Il n’eut pas moins de mécomptes avec son armée. Les soldats qu’on lui envoya de France furent toujours mal recrutés, ignorants de leur métier et sans résistance physique. Engagés pour faire un séjour dans l’Inde plutôt que pour y faire la guerre, ils réagirent très mollement devant l’ennemi ; cependant les principaux déboires qu’éprouva Dupleix vinrent de ses officiers. Ils étaient moins soucieux de se battre que de gagner de l’argent ; lorsqu’à la suite d’une action d’éclat, ils avaient obtenu des gratifications importantes, ils cherchaient à rentrer en France ; s’ils ne pouvaient rien espérer, ils ne s’engageaient jamais à fond au cours d’une bataille ; parfois ils désertaient.

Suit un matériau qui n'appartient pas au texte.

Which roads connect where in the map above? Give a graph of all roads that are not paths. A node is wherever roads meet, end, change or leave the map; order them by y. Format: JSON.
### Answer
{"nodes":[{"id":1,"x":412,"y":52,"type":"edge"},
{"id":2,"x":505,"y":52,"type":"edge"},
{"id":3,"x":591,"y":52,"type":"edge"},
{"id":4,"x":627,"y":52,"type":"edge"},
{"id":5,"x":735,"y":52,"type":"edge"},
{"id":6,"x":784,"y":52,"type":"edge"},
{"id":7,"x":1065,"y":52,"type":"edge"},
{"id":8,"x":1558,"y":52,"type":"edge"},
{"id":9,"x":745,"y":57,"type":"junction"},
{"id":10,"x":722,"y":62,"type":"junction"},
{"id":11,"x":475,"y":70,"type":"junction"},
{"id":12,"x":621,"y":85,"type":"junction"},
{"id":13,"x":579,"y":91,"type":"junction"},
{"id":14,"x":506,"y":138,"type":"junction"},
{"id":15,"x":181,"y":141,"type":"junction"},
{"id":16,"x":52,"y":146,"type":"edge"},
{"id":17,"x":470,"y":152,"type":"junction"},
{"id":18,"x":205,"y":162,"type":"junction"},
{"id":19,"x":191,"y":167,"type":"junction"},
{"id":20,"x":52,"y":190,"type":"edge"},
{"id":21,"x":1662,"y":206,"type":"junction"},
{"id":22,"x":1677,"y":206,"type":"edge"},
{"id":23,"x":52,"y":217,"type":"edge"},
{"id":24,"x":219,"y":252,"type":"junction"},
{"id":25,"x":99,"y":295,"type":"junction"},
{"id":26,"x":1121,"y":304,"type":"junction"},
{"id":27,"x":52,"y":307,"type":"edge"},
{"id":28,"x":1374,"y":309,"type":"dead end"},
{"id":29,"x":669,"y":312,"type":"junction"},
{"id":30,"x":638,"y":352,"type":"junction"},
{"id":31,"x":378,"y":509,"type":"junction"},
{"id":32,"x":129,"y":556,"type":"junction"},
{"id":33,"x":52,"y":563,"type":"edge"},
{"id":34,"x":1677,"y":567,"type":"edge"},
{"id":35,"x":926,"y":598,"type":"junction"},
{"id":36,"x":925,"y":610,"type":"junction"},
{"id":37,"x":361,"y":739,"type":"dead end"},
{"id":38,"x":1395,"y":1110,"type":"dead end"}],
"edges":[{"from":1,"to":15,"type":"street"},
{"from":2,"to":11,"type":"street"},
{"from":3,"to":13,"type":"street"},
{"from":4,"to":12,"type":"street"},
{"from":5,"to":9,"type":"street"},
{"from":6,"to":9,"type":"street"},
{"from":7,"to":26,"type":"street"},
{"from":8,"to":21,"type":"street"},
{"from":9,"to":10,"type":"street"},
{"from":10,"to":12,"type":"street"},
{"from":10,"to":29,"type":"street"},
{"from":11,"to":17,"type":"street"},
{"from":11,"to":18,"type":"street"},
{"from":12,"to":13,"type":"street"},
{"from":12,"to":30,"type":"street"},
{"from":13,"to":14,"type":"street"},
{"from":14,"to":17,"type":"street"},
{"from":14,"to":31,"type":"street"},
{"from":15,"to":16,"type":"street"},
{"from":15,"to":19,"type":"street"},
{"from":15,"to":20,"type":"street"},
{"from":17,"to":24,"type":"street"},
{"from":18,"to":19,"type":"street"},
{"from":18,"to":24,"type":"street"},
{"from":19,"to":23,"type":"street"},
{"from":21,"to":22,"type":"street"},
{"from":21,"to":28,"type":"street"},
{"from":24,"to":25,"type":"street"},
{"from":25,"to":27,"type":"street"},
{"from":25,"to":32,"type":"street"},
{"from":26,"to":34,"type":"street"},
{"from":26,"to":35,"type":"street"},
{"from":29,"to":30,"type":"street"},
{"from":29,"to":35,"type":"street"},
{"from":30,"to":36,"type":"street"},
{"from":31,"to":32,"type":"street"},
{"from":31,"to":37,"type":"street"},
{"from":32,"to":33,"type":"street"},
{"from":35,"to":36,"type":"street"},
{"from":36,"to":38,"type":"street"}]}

À part Bussy et Mainville qui furent de véritables chefs, — le premier surtout — tous les autres ne donnèrent que le spectacle de la plus lamentable faiblesse ou de la plus coupable indécision. Il ne semble pas qu’aucun d’eux ait manqué d’intelligence ; mais à quoi sert l’intelligence sans le caractère, le bon sens et la volonté ? On vit alors se passer dans l’Inde ce qui se passa en Europe avec nos armées au cours de la guerre de succession d’Autriche et devait se manifester plus gravement encore pendant la guerre de Sept ans : peu de discipline et beaucoup d’apathie.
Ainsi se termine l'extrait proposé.